Kesaksian mantan pembunuh bayaran dan longgarnya pengawasan senjata api

Pembunuh bayaran sudah menjadi rahasia umum. Pelakunya terencana dan menggunakan senjata api.

Ilustrasi pembunuh bayaran. Alinea.id/Dwi Setiawan.

"Saya tergiur dengan bonus besar. Saya bisa dapat Rp100 juta waktu itu, sekali terima orderan," kata Alfredo—bukan nama sebenarnya, saat berbincang dengan reporter Alinea.id di sebuah kafe bilangan Cikini, Jakarta Pusat, Rabu (19/8).

Orderan yang dimaksud pria berusia 45 tahun itu adalah menghabisi nyawa orang yang diminta kliennya alias menjadi pembunuh bayaran. Pekerjaan itu ia lakoni pada 2011.

Berawal dari petugas keamanan

Belasan tahun lalu, lelaki bertubuh kekar ini merantau dari Flores, Nusa Tenggara Timur (NTT) ke Jakarta. Awalnya, ia bekerja sebagai petugas keamanan di sebuah kelab malam. Ia melakoni pekerjaan itu selama lima tahun, berkali-kali pindah tempat kerja.
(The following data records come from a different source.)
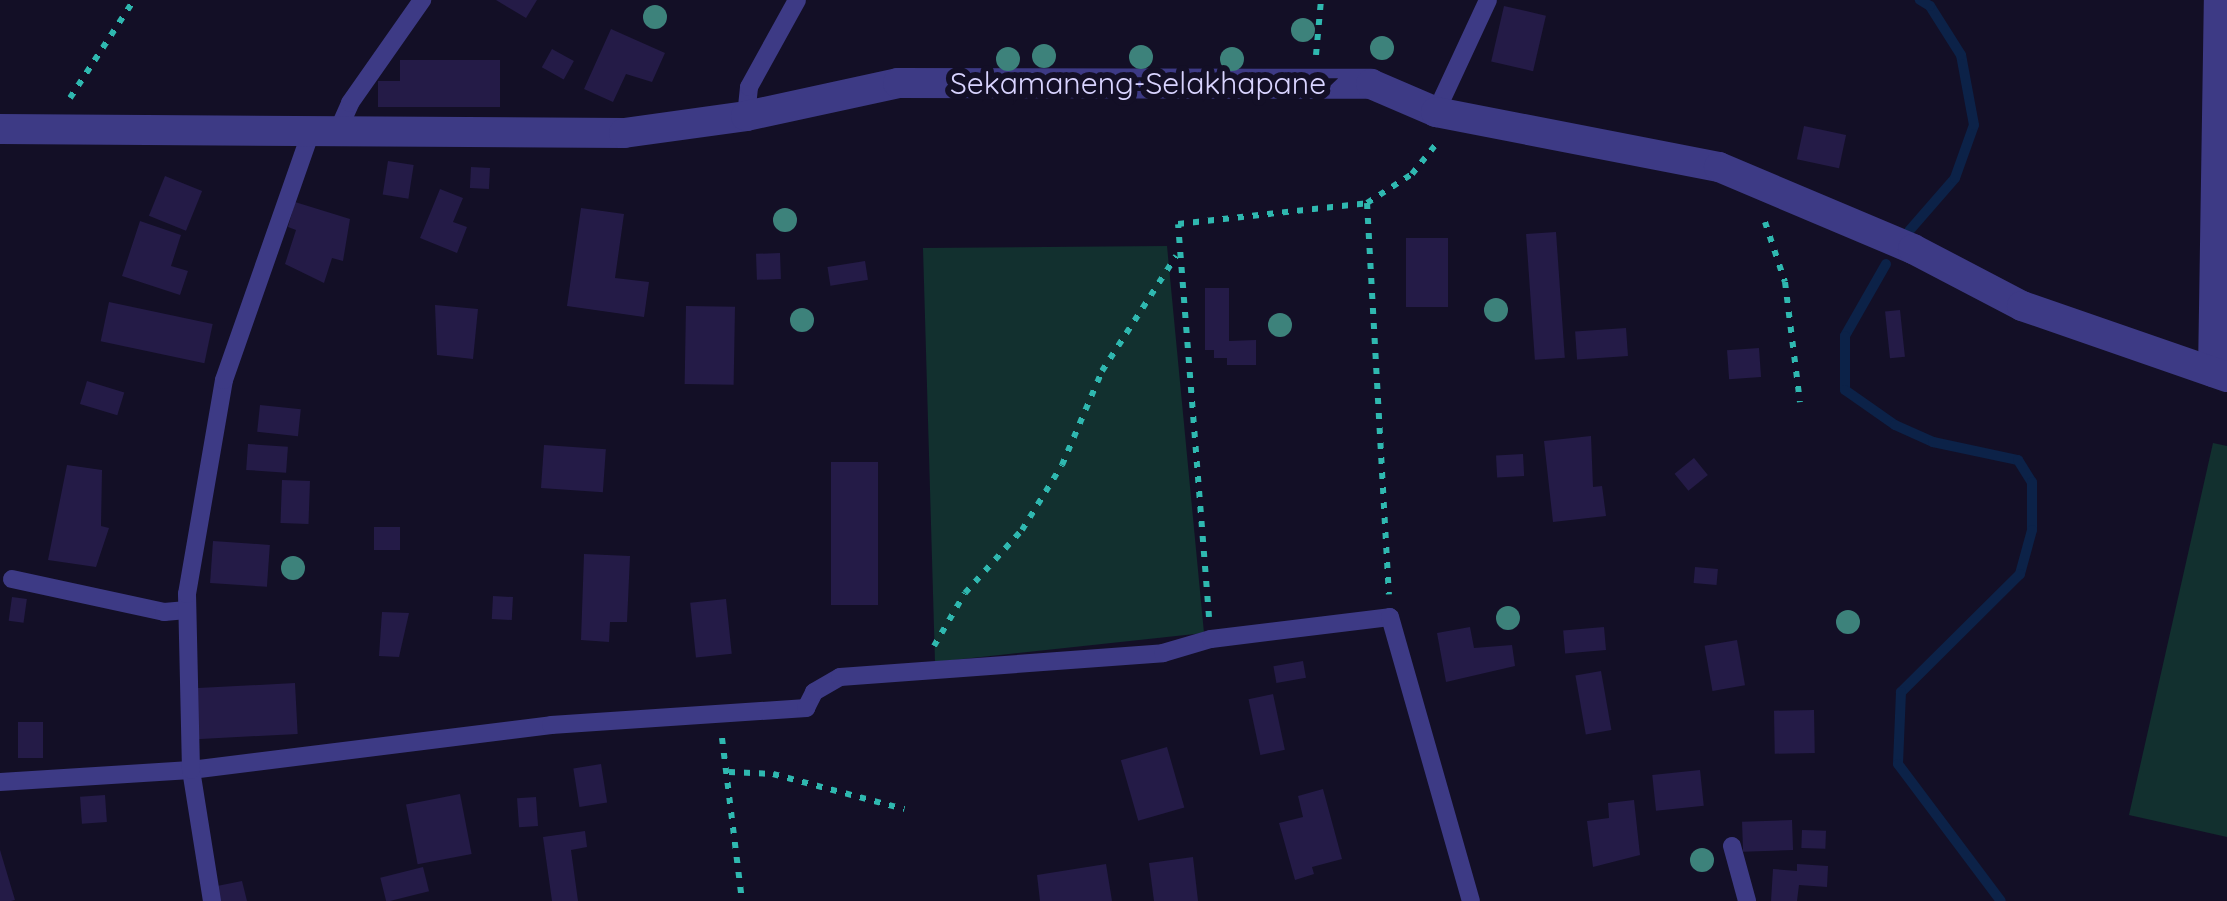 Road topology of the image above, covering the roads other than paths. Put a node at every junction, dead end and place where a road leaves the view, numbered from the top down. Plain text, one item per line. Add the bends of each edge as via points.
1 (422, 0) edge
2 (797, 0) edge
3 (1489, 0) edge
4 (2219, 0) edge
5 (1445, 113) junction
6 (746, 116) junction
7 (0, 130) edge
8 (323, 135) junction
9 (2220, 375) edge
10 (12, 579) dead end
11 (187, 610) junction
12 (191, 770) junction
13 (0, 782) edge
14 (1732, 846) dead end
15 (212, 901) edge
16 (1472, 901) edge
17 (1747, 901) edge

1 - 8 lane
2 - 6 lane via 749,86
3 - 5 lane
4 - 9 street
5 - 6 street, Sekamaneng-Selakhapane via 1371,84 898,83
5 - 9 street, Sekamaneng-Selakhapane via 1719,167 1913,249 2022,306
6 - 8 street, Sekamaneng-Selakhapane via 624,133
7 - 8 street, Sekamaneng-Selakhapane
8 - 11 lane via 224,380
10 - 11 lane
11 - 12 lane
12 - 13 lane
12 - 15 lane
12 - 16 lane via 551,725 806,708 814,692 840,677 1163,652 1211,638 1390,617
14 - 17 lane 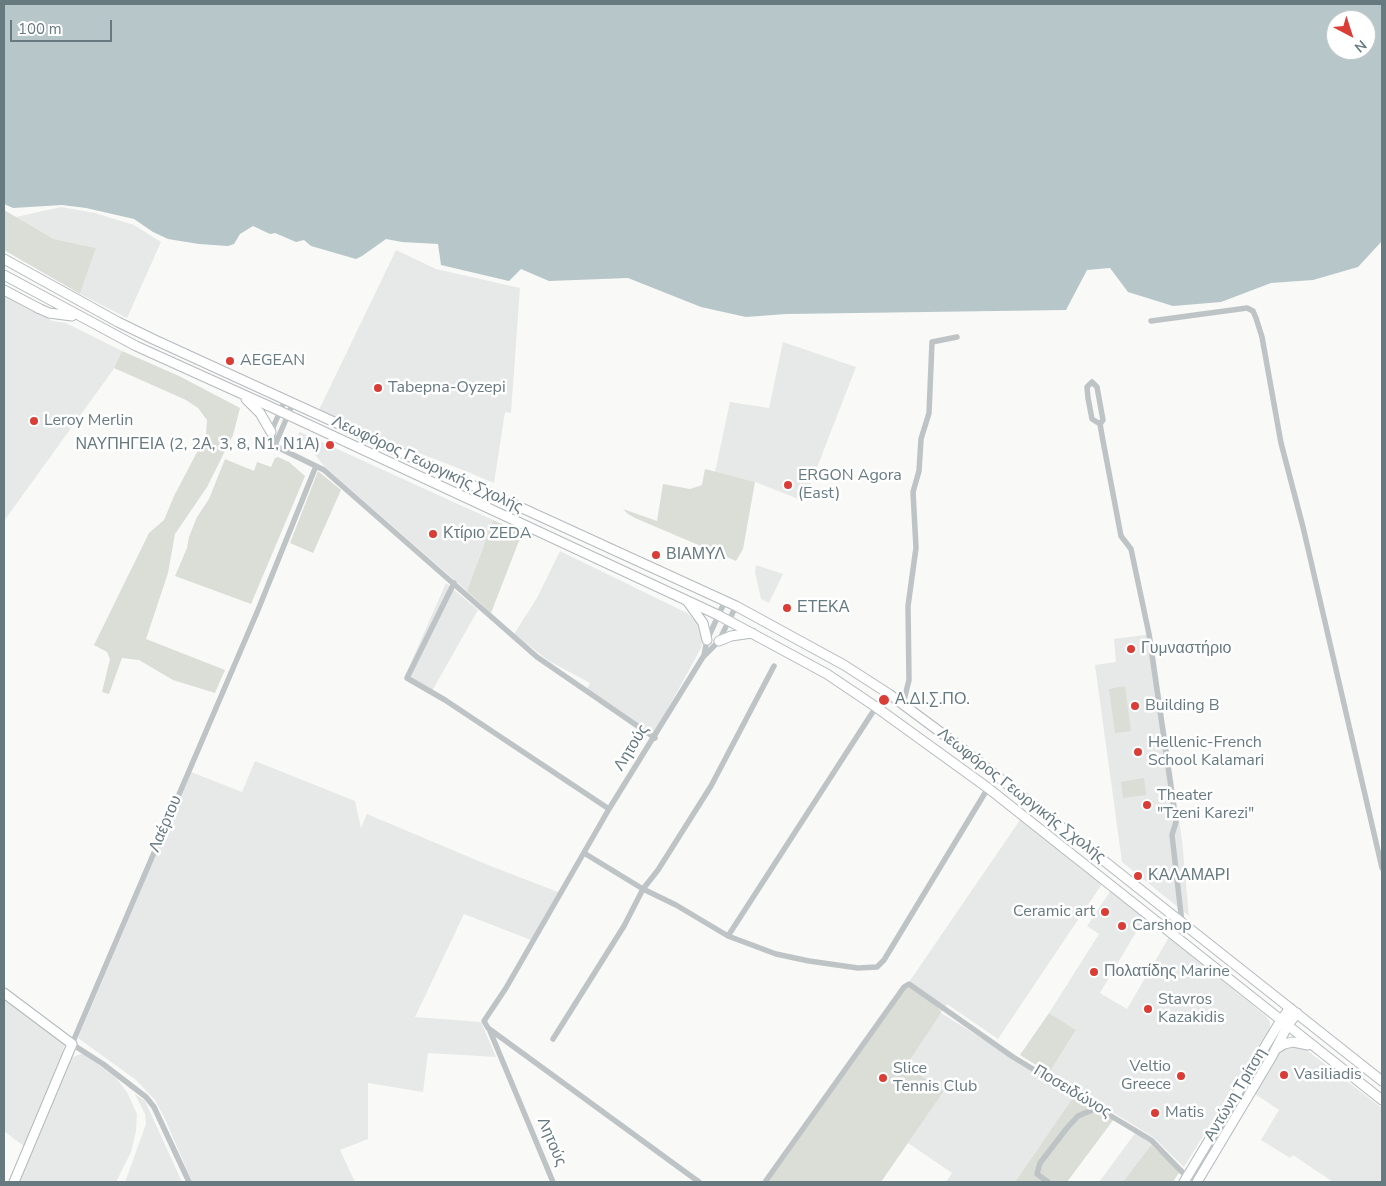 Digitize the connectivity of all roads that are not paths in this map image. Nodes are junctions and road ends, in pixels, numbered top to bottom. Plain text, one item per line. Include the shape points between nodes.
1 (4, 259) edge
2 (4, 276) edge
3 (4, 290) edge
4 (83, 319) junction
5 (1151, 321) dead end
6 (958, 338) dead end
7 (243, 395) junction
8 (289, 402) junction
9 (284, 413) junction
10 (1100, 424) junction
11 (271, 432) junction
12 (275, 445) junction
13 (316, 466) junction
14 (454, 583) junction
15 (686, 600) junction
16 (724, 601) junction
17 (736, 606) junction
18 (718, 615) junction
19 (729, 620) junction
20 (754, 633) junction
21 (707, 640) junction
22 (719, 641) junction
23 (703, 657) junction
24 (774, 666) dead end
25 (903, 704) junction
26 (876, 706) junction
27 (654, 738) junction
28 (988, 788) junction
29 (609, 809) junction
30 (584, 853) junction
31 (1382, 868) edge
32 (643, 889) junction
33 (1182, 923) junction
34 (728, 936) junction
35 (4, 994) edge
36 (1293, 1011) junction
37 (1284, 1023) junction
38 (489, 1029) junction
39 (553, 1039) dead end
40 (72, 1044) junction
41 (1314, 1047) junction
42 (1276, 1049) junction
43 (1382, 1081) edge
44 (1382, 1100) edge
45 (1097, 1108) junction
46 (1188, 1180) edge
47 (14, 1182) edge
48 (189, 1182) edge
49 (554, 1182) edge
50 (699, 1182) edge
51 (764, 1182) edge
52 (1048, 1182) edge
53 (1197, 1182) edge

1 - 8 main road, Λεωφόρος Γεωργικής Σχολής via 118,322
2 - 4 main road, Λεωφόρος Γεωργικής Σχολής
3 - 4 main road via 49,313
4 - 7 main road, Λεωφόρος Γεωργικής Σχολής
5 - 31 street via 1247,308 1256,318 1281,443
6 - 25 street via 932,342 929,413 921,439 919,471 913,492 916,548 908,606 910,680
7 - 9 main road, Λεωφόρος Γεωργικής Σχολής
7 - 11 main road via 260,413
8 - 9 street
8 - 16 main road, Λεωφόρος Γεωργικής Σχολής
9 - 11 street
9 - 12 street
9 - 15 main road, Λεωφόρος Γεωργικής Σχολής
10 - 10 street via 1092,419 1087,387 1092,382 1097,387 1103,420
10 - 33 street via 1121,536 1131,549 1149,634 1176,822 1172,835
11 - 12 street
12 - 13 street
13 - 14 street
13 - 40 street, Λαέρτου via 258,610
14 - 27 street via 537,657
14 - 29 street via 407,678
15 - 18 main road, Λεωφόρος Γεωργικής Σχολής
15 - 21 main road via 700,618
16 - 17 main road, Λεωφόρος Γεωργικής Σχολής
16 - 18 street, Λητούς
17 - 19 street, Λητούς
17 - 25 main road, Λεωφόρος Γεωργικής Σχολής via 844,664
18 - 19 main road, Λεωφόρος Γεωργικής Σχολής
18 - 21 street, Λητούς
19 - 20 main road, Λεωφόρος Γεωργικής Σχολής
19 - 22 street, Λητούς
20 - 22 main road
20 - 26 main road, Λεωφόρος Γεωργικής Σχολής
21 - 23 street, Λητούς
22 - 23 street, Λητούς
23 - 27 street, Λητούς
24 - 32 street via 711,786
25 - 33 main road, Λεωφόρος Γεωργικής Σχολής
26 - 28 main road, Λεωφόρος Γεωργικής Σχολής
26 - 34 street
27 - 29 street, Λητούς
28 - 34 street via 877,967 858,968 776,954
28 - 37 main road, Λεωφόρος Γεωργικής Σχολής
29 - 30 street, Λητούς
30 - 32 street
30 - 38 street, Λητούς via 484,1022
32 - 34 street
32 - 39 street via 624,926
33 - 36 main road, Λεωφόρος Γεωργικής Σχολής
35 - 40 main road
36 - 37 main road, Αντώνη Τρίτση
36 - 43 main road, Λεωφόρος Γεωργικής Σχολής
37 - 41 main road, Λεωφόρος Γεωργικής Σχολής
37 - 42 main road, Αντώνη Τρίτση
37 - 46 main road, Αντώνη Τρίτση
38 - 49 street, Λητούς
38 - 50 street
40 - 47 main road, Λαέρτου
40 - 48 street via 146,1097 154,1107
41 - 42 main road via 1293,1042
41 - 44 main road, Λεωφόρος Γεωργικής Σχολής
42 - 53 main road, Αντώνη Τρίτση
45 - 46 street, Ποσειδώνος via 1151,1140
45 - 51 street, Ποσειδώνος via 998,1047 911,985 904,987
45 - 52 street via 1078,1116 1040,1163 1037,1174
Selama menjadi petugas keamanan, ia membuka jaringan dengan orang-orang sekampung halaman di perantauan. Lalu, ia kerap menemani koleganya menjadi juru tagih utang, di sela-sela kesibukannya menjadi petugas keamanan. Berbekal kemampuan bela diri, ia mulai disegani.